• [GIVEN RECORDS]:
☆ ☆ ☆ ☆

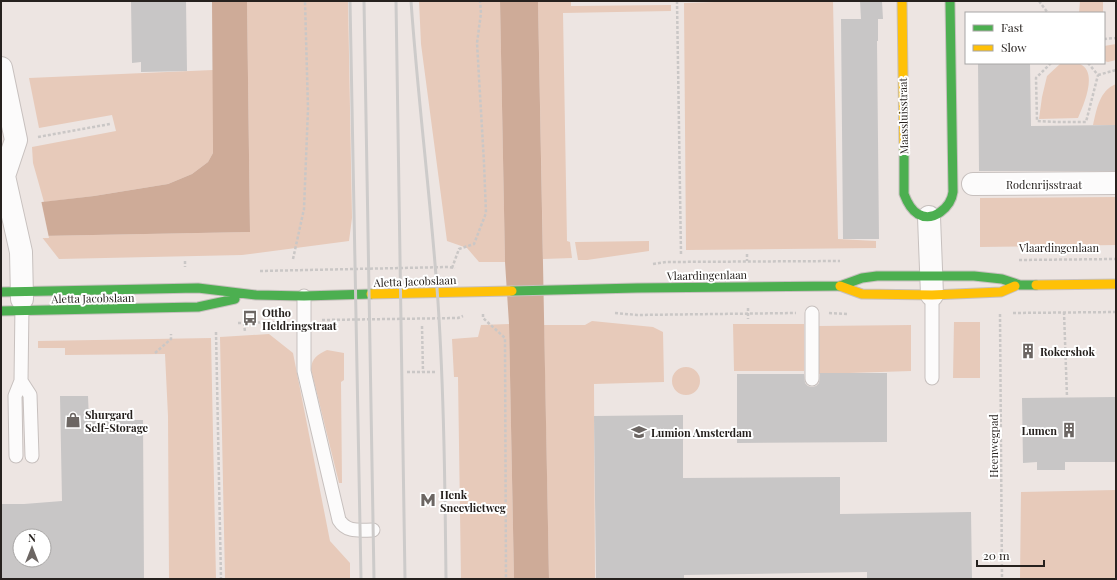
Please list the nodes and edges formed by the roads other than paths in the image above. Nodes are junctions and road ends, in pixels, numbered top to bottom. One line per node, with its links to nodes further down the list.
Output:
1 (902, 1): 7 (street, Maassluisstraat)
2 (950, 1): 7 (street)
3 (1, 68): 4 (street)
4 (4, 179): 15 (street)
5 (1116, 183): 6 (street, Rodenrijsstraat)
6 (972, 184)
7 (930, 217): 11 (street)
8 (1116, 284): 9 (street, Vlaardingenlaan)
9 (1020, 285): 11 (street, Vlaardingenlaan); 11 (street, Vlaardingenlaan)
10 (840, 286): 11 (street, Vlaardingenlaan); 11 (street, Vlaardingenlaan); 12 (street, Vlaardingenlaan)
11 (932, 286): 18 (lane)
12 (574, 290): 14 (street, Aletta Jacobslaan)
13 (256, 295): 14 (street, Aletta Jacobslaan); 15 (street, Aletta Jacobslaan); 15 (street, Aletta Jacobslaan)
14 (304, 296): 23 (lane)
15 (17, 299): 16 (street, Aletta Jacobslaan); 20 (lane)
16 (1, 311)
17 (812, 313): 19 (lane)
18 (932, 378)
19 (812, 379)
20 (21, 381): 21 (lane); 22 (lane)
21 (16, 456)
22 (32, 456)
23 (373, 530)

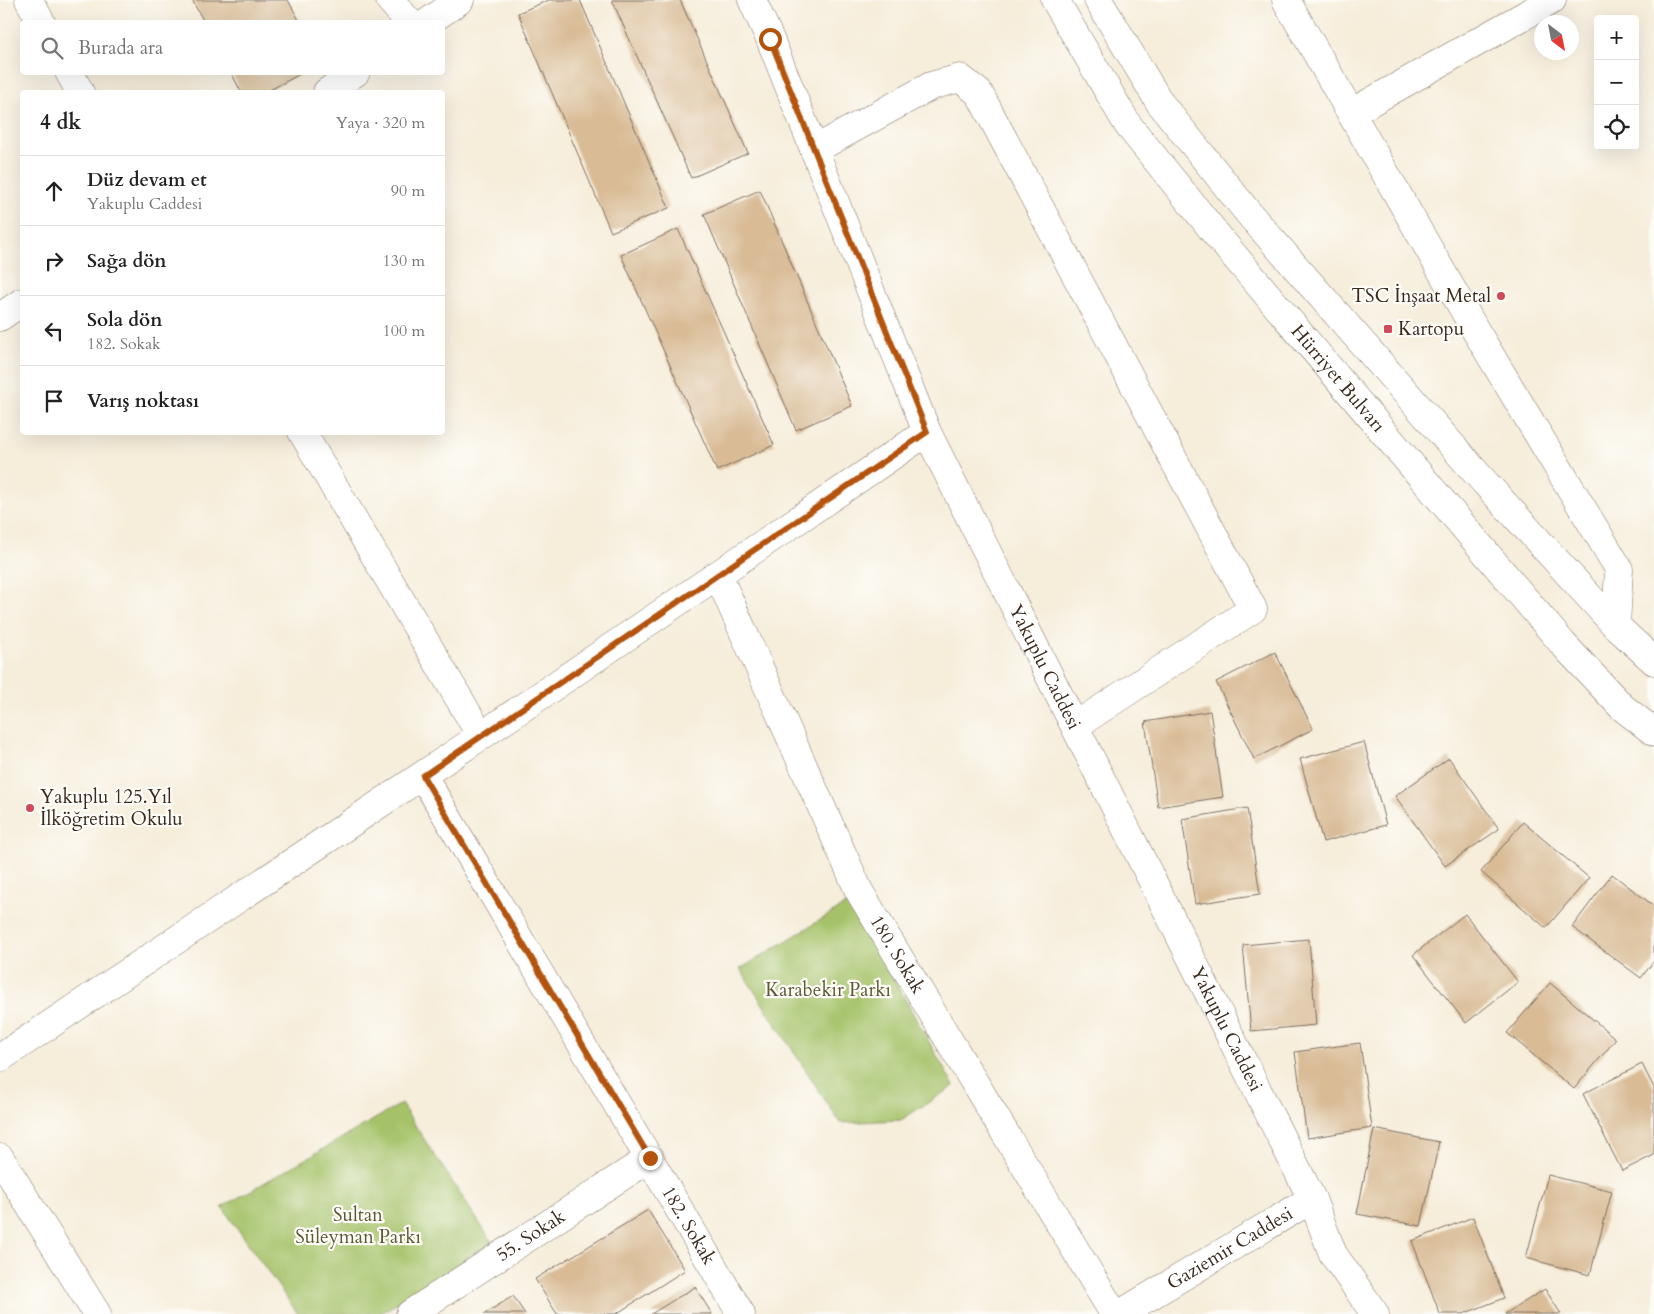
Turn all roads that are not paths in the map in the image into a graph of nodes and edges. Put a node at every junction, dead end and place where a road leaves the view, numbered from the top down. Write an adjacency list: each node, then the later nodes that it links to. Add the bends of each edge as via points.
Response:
1 (29, 0): 9 (street)
2 (390, 0): 10 (street)
3 (460, 0): 11 (street)
4 (752, 0): 17 (street, Yakuplu Caddesi)
5 (1055, 0): 26 (street, Hürriyet Bulvarı, via 1128,125 1214,231 1562,644 1622,707)
6 (1098, 0): 23 (street, Hürriyet Bulvarı, via 1160,103 1250,215 1478,475)
7 (1286, 0): 16 (street)
8 (1552, 0): 16 (street)
9 (41, 20)
10 (407, 20)
11 (431, 20)
12 (71, 75): 14 (street)
13 (352, 75): 15 (street)
14 (79, 90)
15 (330, 90)
16 (1350, 113): 23 (street, via 1619,569)
17 (814, 150): 20 (street, Yakuplu Caddesi); 25 (street, via 931,86 960,78 979,94 1253,609)
18 (20, 303): 19 (street)
19 (0, 317)
20 (927, 432): 22 (street); 25 (street, Yakuplu Caddesi)
21 (304, 435): 27 (street)
22 (718, 575): 27 (street); 36 (street, 180. Sokak, via 859,891)
23 (1616, 626): 24 (street, Hürriyet Bulvarı)
24 (1654, 661)
25 (1075, 726): 32 (street, Yakuplu Caddesi)
26 (1654, 732)
27 (481, 736): 28 (street)
28 (423, 776): 29 (street); 31 (street, 182. Sokak)
29 (0, 1058)
30 (0, 1158): 33 (street)
31 (650, 1158): 34 (street, 55. Sokak); 35 (street, 182. Sokak)
32 (1312, 1199): 37 (street, Gaziemir Caddesi); 38 (street, Yakuplu Caddesi, via 1333,1254)
33 (97, 1314)
34 (410, 1314)
35 (741, 1314)
36 (1114, 1314)
37 (1120, 1314)
38 (1375, 1314)

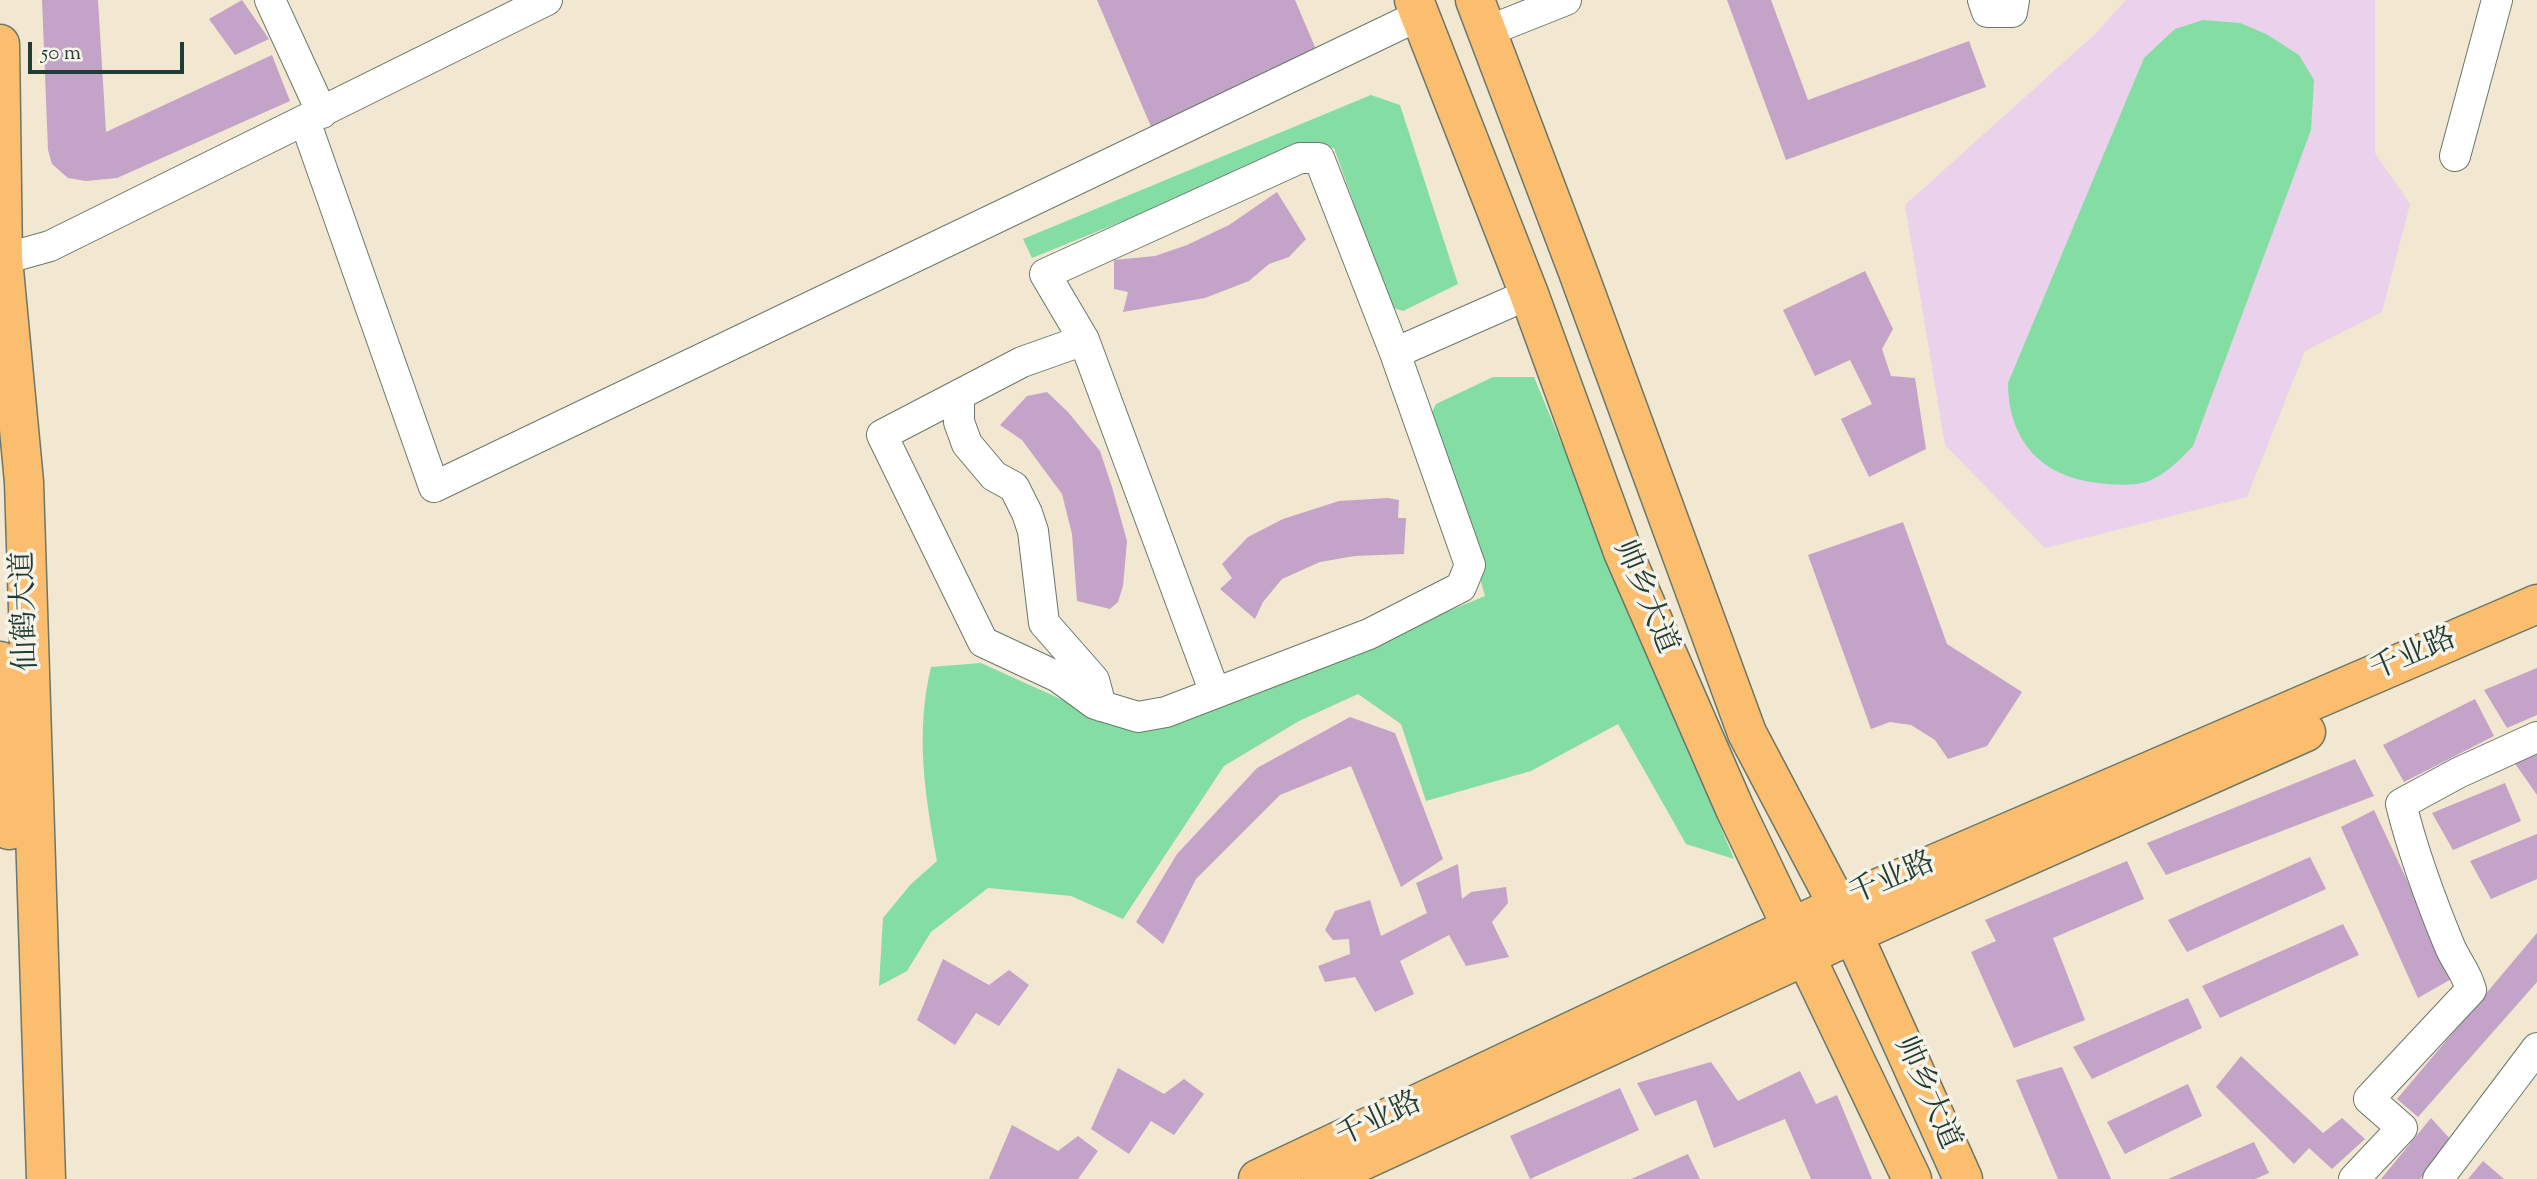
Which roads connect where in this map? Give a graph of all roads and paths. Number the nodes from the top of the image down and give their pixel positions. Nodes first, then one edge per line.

☆ ☆ ☆ ☆

• [WHAT TO PRODUCE]: When a line in the listing includes the word "edges", report that line in full.

• [ANSWER TO THIS EXERCISE]:
Please list the nodes and edges formed by the roads other than paths in the image above. Nodes are junctions and road ends, in pixels, numbered top to bottom. One line per node, with its links to nodes further down the list.
Turn all roads that are not paths in the map in the image into a graph of nodes and edges. Put a node at every junction, dead end and place where a road leaves the view, numbered from the top down. Write an adjacency list: each node, then the later nodes that it links to. Add the bends of each edge as via points.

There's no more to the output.